TL;DR: Though it’s obviously possible to be a full-stack WordPress developer (that is, someone who is capable of working on each level of the stack with complete competency), it’s more common to find people who are stronger in one area than in others.
And if you’re working on a project and know someone who’s stronger in an area than you, it’s often worth partnering with them to complete whatever it is on which you’re working.
But weaknesses aren’t always in the form of knowing a language or an aspect of the application.
😖 Hire Your Weakness
In the previous post, I wrote:
I started working with others that complimented my strengths (and vice versa).
Where to Start With WordPress Development?
And this has been true when working on side projects, when working for myself, and when working with various teams at work. But the thing about this advice is that it doesn’t seem like a bit of advice at all, does it?
- Who wouldn’t work with someone who worked well with them?
- Who wouldn’t work with someone who could add to their l ability to produce good work.
In my experience, both personal and when talking with other people about this, is that the challenge isn’t so much about finding people to help you but finding people who can fill in your blind spots.
That is, in my case, I could find a number of backend developers easily.
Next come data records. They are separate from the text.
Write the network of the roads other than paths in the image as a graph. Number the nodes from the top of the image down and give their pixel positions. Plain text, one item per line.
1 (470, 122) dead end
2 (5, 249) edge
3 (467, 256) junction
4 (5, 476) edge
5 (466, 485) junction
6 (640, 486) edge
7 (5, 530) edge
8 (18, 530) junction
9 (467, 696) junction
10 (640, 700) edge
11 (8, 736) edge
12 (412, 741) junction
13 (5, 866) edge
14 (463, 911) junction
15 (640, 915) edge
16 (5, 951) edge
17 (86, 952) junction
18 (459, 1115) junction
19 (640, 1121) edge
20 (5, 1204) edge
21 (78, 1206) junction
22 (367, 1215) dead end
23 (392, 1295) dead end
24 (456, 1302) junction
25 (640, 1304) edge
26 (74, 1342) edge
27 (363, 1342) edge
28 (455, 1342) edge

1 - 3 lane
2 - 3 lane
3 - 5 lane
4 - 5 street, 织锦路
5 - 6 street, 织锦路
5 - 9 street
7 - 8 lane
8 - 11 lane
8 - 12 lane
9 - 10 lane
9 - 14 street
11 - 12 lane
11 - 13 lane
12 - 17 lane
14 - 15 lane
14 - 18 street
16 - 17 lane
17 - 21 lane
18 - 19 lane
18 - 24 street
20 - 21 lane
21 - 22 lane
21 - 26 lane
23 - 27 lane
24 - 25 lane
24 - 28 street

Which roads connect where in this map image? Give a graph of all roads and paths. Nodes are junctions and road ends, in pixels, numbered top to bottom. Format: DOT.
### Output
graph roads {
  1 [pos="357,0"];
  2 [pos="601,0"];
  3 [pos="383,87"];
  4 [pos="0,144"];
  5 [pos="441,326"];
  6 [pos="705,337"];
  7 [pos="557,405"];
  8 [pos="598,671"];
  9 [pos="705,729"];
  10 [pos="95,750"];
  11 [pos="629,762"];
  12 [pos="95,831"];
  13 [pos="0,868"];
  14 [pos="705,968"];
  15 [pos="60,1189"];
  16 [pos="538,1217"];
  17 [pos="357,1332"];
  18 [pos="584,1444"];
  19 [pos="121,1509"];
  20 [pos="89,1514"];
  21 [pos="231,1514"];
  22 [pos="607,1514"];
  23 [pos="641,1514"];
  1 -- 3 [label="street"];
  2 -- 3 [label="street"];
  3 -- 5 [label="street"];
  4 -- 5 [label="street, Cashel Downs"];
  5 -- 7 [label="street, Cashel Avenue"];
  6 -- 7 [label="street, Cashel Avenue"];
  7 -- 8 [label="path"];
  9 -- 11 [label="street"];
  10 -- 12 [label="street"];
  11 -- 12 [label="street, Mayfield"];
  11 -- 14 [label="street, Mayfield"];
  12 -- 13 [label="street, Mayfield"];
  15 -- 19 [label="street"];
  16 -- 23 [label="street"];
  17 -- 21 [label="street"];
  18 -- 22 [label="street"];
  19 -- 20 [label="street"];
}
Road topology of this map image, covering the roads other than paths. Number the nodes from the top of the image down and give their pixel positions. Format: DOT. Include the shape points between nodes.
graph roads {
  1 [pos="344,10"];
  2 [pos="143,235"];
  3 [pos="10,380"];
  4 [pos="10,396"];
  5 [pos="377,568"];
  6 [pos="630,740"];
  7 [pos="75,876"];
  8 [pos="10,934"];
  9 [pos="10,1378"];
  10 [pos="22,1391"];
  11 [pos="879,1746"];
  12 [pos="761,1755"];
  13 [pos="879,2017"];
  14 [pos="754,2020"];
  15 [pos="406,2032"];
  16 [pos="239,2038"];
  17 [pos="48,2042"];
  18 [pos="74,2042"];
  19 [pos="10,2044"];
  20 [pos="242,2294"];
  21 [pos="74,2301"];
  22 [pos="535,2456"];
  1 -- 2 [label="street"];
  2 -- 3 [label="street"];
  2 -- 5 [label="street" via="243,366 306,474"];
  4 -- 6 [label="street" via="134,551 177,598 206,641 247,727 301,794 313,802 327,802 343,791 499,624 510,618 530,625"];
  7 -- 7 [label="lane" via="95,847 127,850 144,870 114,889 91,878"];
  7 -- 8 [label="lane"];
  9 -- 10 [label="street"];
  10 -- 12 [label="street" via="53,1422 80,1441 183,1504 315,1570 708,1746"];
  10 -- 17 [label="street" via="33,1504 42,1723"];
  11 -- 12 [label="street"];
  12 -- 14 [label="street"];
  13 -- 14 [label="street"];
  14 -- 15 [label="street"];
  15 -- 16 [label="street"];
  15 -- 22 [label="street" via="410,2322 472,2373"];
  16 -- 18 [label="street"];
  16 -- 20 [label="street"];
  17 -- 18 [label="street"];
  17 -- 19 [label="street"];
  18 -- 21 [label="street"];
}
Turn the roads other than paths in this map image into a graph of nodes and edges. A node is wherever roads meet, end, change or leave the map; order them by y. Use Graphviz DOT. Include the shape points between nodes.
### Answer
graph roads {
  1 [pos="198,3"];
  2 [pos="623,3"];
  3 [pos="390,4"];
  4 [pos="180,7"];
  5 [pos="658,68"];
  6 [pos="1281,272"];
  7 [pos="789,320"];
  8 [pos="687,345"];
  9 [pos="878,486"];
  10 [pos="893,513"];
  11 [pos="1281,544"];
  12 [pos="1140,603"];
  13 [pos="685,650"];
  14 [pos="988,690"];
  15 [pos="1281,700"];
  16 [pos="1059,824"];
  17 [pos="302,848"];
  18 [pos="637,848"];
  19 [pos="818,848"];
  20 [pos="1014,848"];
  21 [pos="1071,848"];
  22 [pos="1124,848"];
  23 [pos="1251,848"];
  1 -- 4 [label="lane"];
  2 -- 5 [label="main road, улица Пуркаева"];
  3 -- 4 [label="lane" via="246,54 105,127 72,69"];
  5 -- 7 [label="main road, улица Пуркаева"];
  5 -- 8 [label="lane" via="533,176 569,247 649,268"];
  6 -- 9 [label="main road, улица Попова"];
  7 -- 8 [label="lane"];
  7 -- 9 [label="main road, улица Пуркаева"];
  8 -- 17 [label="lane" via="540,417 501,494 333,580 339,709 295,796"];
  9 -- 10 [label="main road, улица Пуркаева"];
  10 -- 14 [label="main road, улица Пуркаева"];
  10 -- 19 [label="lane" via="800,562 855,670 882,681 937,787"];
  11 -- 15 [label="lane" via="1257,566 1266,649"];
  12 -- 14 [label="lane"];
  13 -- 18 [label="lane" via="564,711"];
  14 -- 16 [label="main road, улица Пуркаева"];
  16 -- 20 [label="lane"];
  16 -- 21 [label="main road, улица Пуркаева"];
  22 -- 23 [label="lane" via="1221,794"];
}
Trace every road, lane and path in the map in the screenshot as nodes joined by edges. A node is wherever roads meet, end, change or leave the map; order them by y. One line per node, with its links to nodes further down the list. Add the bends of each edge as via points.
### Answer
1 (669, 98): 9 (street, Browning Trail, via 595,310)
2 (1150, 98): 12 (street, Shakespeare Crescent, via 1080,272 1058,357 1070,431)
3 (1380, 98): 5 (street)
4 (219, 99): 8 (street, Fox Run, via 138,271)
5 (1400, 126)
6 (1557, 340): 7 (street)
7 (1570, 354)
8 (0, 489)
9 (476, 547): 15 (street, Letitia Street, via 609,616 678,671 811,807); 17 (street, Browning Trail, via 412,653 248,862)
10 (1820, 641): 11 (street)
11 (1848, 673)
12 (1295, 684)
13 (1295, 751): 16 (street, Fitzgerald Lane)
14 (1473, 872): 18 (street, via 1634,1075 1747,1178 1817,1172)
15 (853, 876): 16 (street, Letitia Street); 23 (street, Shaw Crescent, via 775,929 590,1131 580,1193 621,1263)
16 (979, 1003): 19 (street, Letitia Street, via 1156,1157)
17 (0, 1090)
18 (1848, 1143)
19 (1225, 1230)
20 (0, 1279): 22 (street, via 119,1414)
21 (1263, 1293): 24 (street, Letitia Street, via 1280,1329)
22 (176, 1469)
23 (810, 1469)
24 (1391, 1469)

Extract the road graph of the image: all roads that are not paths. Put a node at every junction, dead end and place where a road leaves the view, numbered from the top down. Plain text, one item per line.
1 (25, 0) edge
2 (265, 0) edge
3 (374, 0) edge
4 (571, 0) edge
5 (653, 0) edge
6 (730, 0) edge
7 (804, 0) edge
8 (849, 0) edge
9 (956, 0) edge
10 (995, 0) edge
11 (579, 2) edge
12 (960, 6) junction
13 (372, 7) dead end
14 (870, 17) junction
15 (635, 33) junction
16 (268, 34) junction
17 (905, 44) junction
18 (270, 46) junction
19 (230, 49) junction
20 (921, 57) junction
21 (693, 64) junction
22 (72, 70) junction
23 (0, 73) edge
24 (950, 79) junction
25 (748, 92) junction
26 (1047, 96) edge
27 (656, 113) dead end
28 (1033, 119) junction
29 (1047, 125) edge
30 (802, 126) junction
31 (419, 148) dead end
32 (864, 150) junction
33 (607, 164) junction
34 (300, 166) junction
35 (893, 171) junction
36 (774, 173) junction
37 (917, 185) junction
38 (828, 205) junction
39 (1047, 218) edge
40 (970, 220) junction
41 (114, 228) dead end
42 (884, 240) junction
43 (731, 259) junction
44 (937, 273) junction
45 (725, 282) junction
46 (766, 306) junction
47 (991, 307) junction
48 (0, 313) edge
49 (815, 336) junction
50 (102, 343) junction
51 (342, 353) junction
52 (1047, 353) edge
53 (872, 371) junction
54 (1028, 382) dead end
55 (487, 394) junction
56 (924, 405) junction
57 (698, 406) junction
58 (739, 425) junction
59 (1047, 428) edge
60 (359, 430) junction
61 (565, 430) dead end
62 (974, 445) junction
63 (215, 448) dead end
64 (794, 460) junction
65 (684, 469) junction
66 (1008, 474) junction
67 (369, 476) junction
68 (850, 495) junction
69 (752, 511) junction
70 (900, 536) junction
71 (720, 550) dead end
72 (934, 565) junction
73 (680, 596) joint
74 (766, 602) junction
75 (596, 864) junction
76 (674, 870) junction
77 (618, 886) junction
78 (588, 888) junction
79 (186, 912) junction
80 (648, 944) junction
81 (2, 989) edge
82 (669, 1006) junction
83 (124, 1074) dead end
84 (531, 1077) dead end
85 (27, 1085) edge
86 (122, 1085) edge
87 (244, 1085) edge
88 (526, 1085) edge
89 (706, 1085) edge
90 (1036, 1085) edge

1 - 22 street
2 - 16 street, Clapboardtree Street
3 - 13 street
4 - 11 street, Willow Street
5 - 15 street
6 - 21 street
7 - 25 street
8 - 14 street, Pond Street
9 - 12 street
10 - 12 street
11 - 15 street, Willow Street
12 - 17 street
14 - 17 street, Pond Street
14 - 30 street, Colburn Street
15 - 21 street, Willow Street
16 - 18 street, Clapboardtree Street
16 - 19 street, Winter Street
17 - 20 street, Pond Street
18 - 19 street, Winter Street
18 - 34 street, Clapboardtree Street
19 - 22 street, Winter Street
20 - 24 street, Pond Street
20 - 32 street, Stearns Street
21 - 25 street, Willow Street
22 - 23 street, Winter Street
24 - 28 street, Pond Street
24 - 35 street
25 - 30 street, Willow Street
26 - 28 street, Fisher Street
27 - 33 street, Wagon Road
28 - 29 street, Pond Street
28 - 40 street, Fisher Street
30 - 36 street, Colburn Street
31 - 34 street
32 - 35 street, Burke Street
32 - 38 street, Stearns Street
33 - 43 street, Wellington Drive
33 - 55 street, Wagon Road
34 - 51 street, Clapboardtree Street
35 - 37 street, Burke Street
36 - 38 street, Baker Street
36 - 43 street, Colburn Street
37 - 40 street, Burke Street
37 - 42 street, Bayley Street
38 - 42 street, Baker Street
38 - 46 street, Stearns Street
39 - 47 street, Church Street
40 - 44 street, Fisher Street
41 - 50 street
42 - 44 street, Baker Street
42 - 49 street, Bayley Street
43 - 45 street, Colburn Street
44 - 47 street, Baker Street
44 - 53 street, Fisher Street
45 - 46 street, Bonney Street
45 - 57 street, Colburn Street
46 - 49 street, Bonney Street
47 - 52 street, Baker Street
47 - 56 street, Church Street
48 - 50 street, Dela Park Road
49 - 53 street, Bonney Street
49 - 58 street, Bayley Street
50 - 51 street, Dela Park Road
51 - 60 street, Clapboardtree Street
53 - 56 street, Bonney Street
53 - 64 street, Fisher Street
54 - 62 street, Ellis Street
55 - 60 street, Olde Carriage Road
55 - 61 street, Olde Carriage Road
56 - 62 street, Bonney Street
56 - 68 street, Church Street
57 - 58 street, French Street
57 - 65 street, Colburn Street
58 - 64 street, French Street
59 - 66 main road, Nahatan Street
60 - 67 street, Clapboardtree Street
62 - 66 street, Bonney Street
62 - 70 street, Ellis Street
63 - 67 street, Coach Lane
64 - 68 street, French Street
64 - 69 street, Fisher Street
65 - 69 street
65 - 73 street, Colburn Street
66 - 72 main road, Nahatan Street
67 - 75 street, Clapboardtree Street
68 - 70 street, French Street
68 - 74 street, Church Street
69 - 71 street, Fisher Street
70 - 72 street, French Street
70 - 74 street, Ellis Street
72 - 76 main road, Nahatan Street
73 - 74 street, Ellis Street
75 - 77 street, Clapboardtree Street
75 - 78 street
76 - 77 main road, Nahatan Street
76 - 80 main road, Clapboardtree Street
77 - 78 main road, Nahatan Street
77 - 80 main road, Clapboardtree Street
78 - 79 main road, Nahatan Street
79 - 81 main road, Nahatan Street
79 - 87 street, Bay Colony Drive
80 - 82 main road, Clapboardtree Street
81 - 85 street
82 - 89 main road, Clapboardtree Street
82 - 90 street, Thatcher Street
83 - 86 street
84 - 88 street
Those are the circles in which I tend to run. And it’s fun to hire friends (though this goes against a bit of conventional wisdom; I don’t fully agree with it but maybe I’ll discuss that in another post). But I wasn’t looking for backend developers. That’s the stuff I can do.
There are plenty of other things to consider, too:
- Database management,
- Continuous Integration and Deployment,
- Front-end Development (be it templates and CSS or JavaScript and React),
- REST API specializations,
- Headless WordPress,
- etc.
The point is that when you get a certain place in your work where you know where both your strength and weaknesses lie, you can find others to fill in the latter (or even to sharpen the former!)
Then you’re getting a team together to help form a more cohesive way to solve problems that help deliver a better product for the user.
👌🏻 But I Can Do What They Can Do!
Okay, so you can do what they can do. In fact, maybe you can do the whole thing. And maybe you want to do the whole thing.
But maybe you don’t.
It’s cliché but just because you can do everything doesn’t mean you should. Perhaps this will come at the cost of staying as focused as you can on another area. Or maybe it’ll delay the amount of time it will take to solve a problem for whoever has hired you.
Sometimes the blind spot isn’t so much in what you can’t do, but how long it takes you to do it. And in those cases, putting the ego aside is not a bad move.
Vet the people who you’re looking at hiring, determine if they’d be a good fit, and then bring them on for the project or for the future of your organization. It truly will help free up resources.
You’ll feel it.
💪🏻 They’ll Make You Better (And Vice Versa)
And another great thing about it? You’re likely to learn a good bit from them.
At the time of writing this post, I’ve been conversing with a friend of mine about finding wildcard domain paths in arrays using regular expressions and existing array functions in the PHP API. We’re both backend developers. We’ve worked together. But each of us can still help one another and we’re better for it.
So this whole idea doesn’t necessarily apply to filling in gaps of working with people who focus in areas you don’t.
🙋🏻♂️ So Hire For What Then?
I still say that the purpose of this article is to urge you to aim to hire your weakness so that you have a more cohesive team to complete a project for someone.
But even if the project involves work you already know how to do, don’t discount that your weakness may not be in terms of your ability but in terms of meeting a deadline or working within the requirements of a project or even your knowledge of what you do have.
Whatever the case, the customer or user is not going to care so much about who built it but that it’s built. You and your ego might care. But it’s likely no one else will.
Weaknesses aren’t always languages or areas of a stack that you don’t know. They can areas in which you do know but could be stronger or areas in which you can’t control, like time.